[Given records Boundary: Start]
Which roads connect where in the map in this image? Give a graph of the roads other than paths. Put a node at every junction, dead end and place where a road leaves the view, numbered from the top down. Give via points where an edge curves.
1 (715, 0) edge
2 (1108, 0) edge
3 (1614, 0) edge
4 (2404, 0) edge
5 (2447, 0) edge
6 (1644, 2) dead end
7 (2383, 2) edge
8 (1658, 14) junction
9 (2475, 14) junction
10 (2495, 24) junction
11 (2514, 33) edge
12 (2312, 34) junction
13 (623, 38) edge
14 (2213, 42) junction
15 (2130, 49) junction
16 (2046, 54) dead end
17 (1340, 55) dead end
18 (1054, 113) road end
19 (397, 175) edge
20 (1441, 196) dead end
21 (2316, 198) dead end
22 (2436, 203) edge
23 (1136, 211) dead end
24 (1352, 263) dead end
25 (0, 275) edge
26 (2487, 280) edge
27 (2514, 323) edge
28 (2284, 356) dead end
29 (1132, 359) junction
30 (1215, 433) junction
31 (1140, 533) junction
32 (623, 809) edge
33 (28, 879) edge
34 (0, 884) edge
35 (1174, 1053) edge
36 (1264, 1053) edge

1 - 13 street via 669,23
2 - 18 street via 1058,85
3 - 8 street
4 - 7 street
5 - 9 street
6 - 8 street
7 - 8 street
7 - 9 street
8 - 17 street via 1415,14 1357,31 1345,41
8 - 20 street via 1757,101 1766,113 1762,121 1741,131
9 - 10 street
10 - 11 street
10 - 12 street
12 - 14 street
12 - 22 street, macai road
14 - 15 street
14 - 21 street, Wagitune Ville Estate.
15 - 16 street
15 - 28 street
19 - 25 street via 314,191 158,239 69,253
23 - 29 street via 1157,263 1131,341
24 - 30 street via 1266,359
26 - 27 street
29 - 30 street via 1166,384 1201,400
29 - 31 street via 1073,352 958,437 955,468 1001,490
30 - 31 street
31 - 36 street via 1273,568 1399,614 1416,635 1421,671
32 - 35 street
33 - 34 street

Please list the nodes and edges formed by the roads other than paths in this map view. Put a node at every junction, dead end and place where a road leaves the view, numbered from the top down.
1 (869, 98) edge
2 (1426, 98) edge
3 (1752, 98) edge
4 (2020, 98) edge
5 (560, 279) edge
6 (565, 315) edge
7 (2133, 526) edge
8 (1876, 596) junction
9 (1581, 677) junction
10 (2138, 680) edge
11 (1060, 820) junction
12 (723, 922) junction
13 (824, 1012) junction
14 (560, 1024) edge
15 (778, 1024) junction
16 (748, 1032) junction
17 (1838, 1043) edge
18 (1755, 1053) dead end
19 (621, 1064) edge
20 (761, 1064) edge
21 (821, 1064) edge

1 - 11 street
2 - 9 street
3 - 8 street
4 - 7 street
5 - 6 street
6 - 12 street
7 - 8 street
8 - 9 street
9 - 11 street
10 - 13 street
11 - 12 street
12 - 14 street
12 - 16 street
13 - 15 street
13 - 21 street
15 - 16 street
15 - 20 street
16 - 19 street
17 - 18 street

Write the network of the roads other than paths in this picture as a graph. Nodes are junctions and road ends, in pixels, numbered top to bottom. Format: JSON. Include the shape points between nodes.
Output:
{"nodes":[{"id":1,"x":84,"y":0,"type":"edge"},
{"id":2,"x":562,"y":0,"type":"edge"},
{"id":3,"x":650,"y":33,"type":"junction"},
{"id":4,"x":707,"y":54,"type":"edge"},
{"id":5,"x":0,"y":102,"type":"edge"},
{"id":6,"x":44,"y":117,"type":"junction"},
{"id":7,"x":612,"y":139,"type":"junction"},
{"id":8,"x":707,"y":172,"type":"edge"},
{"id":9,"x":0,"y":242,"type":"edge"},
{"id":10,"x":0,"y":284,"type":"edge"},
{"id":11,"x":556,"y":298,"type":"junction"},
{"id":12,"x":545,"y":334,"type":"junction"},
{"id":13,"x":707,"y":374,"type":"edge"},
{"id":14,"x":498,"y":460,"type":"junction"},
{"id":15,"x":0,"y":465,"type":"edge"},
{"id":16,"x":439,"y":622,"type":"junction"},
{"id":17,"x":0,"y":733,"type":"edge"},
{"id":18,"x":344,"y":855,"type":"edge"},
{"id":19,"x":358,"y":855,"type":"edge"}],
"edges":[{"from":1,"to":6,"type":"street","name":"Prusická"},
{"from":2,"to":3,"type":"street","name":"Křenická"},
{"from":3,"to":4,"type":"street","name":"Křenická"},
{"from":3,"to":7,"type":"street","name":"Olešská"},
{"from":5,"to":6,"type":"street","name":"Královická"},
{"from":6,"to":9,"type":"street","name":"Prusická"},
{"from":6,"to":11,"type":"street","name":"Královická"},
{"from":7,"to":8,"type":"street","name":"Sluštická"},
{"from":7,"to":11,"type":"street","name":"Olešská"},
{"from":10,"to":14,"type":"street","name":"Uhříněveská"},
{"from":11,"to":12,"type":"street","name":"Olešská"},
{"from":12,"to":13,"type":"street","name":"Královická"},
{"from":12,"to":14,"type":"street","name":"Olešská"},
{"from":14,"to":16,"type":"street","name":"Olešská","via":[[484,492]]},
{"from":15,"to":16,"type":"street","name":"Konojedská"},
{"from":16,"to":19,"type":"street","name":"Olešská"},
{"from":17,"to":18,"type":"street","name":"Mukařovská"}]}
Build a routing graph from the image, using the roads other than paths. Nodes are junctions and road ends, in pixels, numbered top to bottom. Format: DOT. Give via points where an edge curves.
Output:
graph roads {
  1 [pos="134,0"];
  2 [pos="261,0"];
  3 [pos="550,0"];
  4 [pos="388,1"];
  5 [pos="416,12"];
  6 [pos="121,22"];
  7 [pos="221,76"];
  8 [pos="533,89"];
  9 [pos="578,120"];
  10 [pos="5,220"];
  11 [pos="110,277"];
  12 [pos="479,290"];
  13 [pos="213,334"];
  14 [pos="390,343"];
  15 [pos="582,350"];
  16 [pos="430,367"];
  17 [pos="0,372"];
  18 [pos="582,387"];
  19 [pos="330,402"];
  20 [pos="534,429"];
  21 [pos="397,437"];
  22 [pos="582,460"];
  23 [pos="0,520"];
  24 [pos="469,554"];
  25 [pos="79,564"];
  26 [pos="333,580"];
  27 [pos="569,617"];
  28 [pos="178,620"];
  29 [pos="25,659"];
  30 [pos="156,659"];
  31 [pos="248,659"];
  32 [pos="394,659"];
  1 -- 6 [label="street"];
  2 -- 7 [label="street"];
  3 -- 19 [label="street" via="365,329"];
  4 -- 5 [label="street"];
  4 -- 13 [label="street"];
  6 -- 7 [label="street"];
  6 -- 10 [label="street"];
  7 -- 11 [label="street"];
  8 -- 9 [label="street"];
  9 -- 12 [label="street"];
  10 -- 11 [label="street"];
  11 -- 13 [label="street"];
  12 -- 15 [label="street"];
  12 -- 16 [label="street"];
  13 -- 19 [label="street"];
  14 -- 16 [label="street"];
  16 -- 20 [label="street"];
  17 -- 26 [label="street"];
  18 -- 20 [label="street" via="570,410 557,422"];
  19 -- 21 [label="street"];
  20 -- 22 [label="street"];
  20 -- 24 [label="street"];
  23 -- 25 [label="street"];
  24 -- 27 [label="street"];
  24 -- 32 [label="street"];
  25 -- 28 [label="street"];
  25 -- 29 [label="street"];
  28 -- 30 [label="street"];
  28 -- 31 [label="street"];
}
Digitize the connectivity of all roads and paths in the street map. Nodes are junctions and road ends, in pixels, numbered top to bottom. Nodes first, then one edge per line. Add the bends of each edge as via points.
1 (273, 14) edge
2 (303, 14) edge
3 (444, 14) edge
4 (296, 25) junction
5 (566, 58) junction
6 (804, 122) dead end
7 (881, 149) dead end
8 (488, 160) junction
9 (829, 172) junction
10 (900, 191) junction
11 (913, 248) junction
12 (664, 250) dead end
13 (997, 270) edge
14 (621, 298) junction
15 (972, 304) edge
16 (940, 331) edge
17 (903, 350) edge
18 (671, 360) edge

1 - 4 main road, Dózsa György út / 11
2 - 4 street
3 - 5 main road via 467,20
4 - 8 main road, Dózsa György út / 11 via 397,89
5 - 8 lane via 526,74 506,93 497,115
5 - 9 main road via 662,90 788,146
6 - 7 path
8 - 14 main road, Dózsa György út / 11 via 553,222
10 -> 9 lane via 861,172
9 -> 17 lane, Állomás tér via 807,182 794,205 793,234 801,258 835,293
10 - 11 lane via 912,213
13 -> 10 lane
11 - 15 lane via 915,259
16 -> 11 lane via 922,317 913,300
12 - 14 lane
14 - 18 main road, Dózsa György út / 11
[Given records Boundary: End]
#### [What you are asked to do]
Transcribe the lines above between the line holding "Please list the" and the line holding "Write the network", inclusive, exactly as they stand and with nothing added.

#### [Solution for this exercise]
Please list the nodes and edges formed by the roads other than paths in this map view. Put a node at every junction, dead end and place where a road leaves the view, numbered from the top down.
1 (869, 98) edge
2 (1426, 98) edge
3 (1752, 98) edge
4 (2020, 98) edge
5 (560, 279) edge
6 (565, 315) edge
7 (2133, 526) edge
8 (1876, 596) junction
9 (1581, 677) junction
10 (2138, 680) edge
11 (1060, 820) junction
12 (723, 922) junction
13 (824, 1012) junction
14 (560, 1024) edge
15 (778, 1024) junction
16 (748, 1032) junction
17 (1838, 1043) edge
18 (1755, 1053) dead end
19 (621, 1064) edge
20 (761, 1064) edge
21 (821, 1064) edge

1 - 11 street
2 - 9 street
3 - 8 street
4 - 7 street
5 - 6 street
6 - 12 street
7 - 8 street
8 - 9 street
9 - 11 street
10 - 13 street
11 - 12 street
12 - 14 street
12 - 16 street
13 - 15 street
13 - 21 street
15 - 16 street
15 - 20 street
16 - 19 street
17 - 18 street

Write the network of the roads other than paths in this picture as a graph. Nodes are junctions and road ends, in pixels, numbered top to bottom. Format: JSON. Include the shape points between nodes.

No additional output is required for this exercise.